- What you have to do: When you reach the line with "Which roads connect" in the listing below, transcribe it and each line after it up to and including the line with "Extract the road", exactly and with nothing else.

[[ Dataset entries, beginning ]]

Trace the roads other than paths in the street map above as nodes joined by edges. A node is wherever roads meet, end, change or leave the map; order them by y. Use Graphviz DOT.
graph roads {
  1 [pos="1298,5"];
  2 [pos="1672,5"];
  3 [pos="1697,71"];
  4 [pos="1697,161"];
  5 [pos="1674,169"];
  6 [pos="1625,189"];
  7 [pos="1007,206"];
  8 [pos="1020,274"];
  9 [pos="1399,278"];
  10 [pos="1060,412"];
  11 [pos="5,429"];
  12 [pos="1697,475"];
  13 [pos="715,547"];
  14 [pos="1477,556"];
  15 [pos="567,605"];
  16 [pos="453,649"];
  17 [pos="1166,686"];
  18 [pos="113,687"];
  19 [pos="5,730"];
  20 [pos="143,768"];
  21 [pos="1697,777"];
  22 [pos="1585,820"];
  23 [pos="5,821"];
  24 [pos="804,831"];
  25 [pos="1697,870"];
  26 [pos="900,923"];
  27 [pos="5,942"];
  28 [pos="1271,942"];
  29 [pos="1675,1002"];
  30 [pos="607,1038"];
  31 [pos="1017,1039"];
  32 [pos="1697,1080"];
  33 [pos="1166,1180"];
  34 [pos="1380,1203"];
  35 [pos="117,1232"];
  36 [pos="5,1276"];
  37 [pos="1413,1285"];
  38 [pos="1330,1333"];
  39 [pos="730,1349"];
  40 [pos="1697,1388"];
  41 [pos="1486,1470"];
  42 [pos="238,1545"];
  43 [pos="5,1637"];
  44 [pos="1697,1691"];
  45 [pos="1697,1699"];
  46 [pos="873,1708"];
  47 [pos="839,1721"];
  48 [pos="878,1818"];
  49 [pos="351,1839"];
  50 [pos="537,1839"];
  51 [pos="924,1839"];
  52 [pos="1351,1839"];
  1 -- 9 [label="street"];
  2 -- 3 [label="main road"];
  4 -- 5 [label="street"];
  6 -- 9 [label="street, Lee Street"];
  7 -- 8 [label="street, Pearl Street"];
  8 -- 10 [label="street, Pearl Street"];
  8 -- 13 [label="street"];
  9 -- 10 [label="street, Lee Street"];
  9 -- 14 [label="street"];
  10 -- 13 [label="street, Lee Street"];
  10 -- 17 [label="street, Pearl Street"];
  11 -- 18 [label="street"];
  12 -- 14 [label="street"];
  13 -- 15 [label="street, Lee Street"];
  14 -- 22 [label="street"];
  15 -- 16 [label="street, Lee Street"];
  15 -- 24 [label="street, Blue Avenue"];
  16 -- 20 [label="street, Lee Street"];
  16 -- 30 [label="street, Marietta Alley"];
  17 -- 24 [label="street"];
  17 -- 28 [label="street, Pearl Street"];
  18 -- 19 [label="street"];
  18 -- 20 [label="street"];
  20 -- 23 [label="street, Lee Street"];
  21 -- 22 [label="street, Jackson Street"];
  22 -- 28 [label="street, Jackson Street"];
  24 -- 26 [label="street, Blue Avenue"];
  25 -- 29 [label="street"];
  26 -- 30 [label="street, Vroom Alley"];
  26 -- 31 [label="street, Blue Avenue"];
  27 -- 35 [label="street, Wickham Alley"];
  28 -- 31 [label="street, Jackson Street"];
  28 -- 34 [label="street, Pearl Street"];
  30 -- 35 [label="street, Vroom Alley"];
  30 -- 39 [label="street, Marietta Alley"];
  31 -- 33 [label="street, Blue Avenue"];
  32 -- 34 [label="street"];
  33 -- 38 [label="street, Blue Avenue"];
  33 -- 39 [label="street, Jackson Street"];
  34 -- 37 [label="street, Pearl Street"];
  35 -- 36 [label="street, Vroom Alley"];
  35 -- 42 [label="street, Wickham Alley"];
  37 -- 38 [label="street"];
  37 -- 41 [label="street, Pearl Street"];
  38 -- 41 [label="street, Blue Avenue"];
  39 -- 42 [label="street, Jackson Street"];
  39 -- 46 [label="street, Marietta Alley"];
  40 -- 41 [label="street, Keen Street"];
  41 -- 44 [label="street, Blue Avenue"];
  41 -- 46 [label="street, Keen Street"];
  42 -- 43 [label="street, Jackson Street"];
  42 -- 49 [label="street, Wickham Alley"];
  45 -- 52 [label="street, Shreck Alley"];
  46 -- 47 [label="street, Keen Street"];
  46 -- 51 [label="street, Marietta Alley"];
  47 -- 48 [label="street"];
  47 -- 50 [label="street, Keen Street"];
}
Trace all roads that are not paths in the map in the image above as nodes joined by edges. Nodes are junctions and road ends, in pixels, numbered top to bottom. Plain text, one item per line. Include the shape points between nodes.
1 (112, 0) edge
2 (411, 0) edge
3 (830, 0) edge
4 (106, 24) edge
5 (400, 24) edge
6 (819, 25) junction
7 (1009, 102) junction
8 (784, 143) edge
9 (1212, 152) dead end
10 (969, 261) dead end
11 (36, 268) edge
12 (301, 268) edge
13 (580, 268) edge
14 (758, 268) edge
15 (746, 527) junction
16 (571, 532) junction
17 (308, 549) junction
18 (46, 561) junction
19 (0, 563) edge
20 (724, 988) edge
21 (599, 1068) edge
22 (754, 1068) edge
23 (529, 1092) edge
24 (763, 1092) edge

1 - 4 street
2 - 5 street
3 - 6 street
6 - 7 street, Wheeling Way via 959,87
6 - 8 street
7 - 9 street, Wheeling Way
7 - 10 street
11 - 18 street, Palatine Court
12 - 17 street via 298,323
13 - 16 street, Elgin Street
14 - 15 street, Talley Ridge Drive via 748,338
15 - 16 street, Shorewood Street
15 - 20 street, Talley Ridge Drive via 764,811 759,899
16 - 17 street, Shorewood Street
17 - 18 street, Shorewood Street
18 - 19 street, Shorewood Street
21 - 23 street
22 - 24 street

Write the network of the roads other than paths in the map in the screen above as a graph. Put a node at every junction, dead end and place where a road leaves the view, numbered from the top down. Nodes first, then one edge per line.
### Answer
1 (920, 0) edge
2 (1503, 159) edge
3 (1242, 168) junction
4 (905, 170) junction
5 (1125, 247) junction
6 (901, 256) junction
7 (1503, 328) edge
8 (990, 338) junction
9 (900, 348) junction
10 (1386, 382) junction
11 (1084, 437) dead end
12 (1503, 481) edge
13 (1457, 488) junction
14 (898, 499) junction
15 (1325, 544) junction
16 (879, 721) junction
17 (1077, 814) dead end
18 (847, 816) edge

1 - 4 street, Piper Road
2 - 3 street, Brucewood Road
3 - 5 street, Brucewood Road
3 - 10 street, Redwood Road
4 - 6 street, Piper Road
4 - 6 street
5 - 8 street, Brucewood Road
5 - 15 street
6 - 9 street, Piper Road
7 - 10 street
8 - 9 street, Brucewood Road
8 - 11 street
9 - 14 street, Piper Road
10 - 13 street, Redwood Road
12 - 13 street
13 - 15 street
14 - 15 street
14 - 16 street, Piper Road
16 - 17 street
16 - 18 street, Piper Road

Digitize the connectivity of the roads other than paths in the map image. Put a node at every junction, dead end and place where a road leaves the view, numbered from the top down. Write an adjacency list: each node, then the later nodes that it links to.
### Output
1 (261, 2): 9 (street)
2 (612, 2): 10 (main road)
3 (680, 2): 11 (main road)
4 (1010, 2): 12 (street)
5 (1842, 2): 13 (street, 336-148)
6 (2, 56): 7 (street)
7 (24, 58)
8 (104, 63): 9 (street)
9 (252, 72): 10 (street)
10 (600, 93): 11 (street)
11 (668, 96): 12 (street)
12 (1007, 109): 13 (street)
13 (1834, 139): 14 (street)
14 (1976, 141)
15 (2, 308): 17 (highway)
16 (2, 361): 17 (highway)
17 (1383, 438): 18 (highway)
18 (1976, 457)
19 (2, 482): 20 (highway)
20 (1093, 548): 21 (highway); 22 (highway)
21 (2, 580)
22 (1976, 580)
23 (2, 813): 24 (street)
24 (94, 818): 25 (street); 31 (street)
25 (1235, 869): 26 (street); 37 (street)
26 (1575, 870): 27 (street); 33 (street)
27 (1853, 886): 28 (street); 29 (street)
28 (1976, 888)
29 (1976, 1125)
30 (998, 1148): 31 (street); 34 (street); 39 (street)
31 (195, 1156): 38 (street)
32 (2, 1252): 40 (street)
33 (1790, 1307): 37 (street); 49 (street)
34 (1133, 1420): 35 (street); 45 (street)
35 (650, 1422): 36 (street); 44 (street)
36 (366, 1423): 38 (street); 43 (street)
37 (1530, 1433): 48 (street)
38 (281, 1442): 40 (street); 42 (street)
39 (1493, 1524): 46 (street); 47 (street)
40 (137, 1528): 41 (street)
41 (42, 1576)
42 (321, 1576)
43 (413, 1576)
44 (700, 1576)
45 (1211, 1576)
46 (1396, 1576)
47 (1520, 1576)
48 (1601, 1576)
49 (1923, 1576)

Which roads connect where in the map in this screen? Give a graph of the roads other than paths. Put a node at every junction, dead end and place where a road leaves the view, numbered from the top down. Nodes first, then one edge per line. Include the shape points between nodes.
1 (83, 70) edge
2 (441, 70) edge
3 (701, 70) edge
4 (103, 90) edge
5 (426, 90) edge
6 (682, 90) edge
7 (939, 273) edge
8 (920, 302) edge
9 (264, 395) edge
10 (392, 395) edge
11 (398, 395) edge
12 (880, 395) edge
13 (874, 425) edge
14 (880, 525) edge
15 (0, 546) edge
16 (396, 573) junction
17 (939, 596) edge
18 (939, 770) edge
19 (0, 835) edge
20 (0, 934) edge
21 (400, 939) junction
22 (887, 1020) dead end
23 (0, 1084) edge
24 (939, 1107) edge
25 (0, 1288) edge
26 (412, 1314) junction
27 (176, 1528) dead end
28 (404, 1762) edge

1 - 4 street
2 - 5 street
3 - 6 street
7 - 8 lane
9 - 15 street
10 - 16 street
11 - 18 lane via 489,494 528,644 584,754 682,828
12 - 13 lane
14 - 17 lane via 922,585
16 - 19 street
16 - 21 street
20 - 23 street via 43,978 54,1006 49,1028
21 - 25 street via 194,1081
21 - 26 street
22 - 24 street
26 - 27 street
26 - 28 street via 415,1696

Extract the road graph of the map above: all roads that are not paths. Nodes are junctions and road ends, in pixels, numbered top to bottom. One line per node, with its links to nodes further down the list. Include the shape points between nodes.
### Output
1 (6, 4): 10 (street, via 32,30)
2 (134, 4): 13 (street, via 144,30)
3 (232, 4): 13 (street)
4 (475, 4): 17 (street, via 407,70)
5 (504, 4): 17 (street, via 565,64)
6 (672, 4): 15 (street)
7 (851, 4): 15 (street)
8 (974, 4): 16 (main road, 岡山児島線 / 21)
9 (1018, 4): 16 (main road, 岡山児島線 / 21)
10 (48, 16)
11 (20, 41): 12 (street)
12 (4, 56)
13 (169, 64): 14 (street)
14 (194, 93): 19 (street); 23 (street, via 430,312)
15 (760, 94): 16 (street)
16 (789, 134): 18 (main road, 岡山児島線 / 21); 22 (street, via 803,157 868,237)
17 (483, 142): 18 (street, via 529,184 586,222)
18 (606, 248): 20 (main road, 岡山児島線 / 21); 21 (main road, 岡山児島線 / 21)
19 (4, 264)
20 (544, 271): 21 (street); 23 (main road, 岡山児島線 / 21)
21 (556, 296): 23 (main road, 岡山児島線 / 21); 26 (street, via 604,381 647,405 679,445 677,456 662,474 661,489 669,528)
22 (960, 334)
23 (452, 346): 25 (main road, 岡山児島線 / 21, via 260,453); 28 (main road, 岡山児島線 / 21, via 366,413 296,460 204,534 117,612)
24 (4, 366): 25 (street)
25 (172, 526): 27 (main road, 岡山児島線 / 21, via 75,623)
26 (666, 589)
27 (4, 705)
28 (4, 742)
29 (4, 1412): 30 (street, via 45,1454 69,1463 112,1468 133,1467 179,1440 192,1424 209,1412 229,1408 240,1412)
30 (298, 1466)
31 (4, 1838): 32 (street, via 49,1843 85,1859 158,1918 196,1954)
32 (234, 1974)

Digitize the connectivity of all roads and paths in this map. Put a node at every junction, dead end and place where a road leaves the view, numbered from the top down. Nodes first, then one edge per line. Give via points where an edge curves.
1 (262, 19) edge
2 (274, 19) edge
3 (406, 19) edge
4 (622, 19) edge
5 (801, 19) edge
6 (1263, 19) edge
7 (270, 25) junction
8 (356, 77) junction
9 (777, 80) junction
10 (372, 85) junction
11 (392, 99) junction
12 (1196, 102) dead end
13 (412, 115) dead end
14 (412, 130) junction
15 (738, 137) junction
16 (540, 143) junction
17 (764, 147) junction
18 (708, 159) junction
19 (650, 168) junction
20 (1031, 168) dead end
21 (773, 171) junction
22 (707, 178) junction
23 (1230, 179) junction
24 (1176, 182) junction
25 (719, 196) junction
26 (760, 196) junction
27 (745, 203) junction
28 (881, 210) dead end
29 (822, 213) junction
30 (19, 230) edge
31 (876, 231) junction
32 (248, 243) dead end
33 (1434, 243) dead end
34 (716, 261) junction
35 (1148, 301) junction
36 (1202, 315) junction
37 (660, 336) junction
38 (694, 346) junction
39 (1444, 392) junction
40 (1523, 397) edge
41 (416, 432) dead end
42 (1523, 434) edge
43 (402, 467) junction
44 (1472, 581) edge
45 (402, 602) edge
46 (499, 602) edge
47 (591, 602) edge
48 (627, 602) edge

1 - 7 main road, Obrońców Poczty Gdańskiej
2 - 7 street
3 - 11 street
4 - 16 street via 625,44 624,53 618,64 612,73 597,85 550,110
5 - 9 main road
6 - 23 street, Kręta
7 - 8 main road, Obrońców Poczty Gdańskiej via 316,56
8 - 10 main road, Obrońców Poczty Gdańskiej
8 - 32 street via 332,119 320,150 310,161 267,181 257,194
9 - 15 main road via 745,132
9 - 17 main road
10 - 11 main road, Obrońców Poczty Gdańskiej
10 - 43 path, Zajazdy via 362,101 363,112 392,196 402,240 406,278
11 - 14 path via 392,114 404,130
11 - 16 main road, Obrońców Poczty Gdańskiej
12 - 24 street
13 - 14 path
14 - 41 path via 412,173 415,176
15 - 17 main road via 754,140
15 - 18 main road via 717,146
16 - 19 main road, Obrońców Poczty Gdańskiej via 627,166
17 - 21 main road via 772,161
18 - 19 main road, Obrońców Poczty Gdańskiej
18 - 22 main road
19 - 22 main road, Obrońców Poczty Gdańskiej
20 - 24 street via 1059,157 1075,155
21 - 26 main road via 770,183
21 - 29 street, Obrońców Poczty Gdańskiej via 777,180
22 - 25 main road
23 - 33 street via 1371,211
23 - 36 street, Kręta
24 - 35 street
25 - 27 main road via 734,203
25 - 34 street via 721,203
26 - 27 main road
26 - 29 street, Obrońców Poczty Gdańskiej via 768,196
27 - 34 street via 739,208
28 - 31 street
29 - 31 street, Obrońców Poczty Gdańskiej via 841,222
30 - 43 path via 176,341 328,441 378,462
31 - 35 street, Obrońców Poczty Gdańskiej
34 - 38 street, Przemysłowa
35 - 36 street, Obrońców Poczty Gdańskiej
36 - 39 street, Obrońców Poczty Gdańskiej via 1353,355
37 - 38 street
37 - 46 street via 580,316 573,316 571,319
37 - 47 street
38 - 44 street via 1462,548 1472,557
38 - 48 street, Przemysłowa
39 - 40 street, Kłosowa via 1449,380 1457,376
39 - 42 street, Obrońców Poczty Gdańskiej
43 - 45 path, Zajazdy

[[ Dataset entries, end ]]

- Exercise result:
Which roads connect where in the map in this screen? Give a graph of the roads other than paths. Put a node at every junction, dead end and place where a road leaves the view, numbered from the top down. Nodes first, then one edge per line. Include the shape points between nodes.
1 (83, 70) edge
2 (441, 70) edge
3 (701, 70) edge
4 (103, 90) edge
5 (426, 90) edge
6 (682, 90) edge
7 (939, 273) edge
8 (920, 302) edge
9 (264, 395) edge
10 (392, 395) edge
11 (398, 395) edge
12 (880, 395) edge
13 (874, 425) edge
14 (880, 525) edge
15 (0, 546) edge
16 (396, 573) junction
17 (939, 596) edge
18 (939, 770) edge
19 (0, 835) edge
20 (0, 934) edge
21 (400, 939) junction
22 (887, 1020) dead end
23 (0, 1084) edge
24 (939, 1107) edge
25 (0, 1288) edge
26 (412, 1314) junction
27 (176, 1528) dead end
28 (404, 1762) edge

1 - 4 street
2 - 5 street
3 - 6 street
7 - 8 lane
9 - 15 street
10 - 16 street
11 - 18 lane via 489,494 528,644 584,754 682,828
12 - 13 lane
14 - 17 lane via 922,585
16 - 19 street
16 - 21 street
20 - 23 street via 43,978 54,1006 49,1028
21 - 25 street via 194,1081
21 - 26 street
22 - 24 street
26 - 27 street
26 - 28 street via 415,1696

Extract the road graph of the map above: all roads that are not paths. Nodes are junctions and road ends, in pixels, numbered top to bottom. One line per node, with its links to nodes further down the list. Include the shape points between nodes.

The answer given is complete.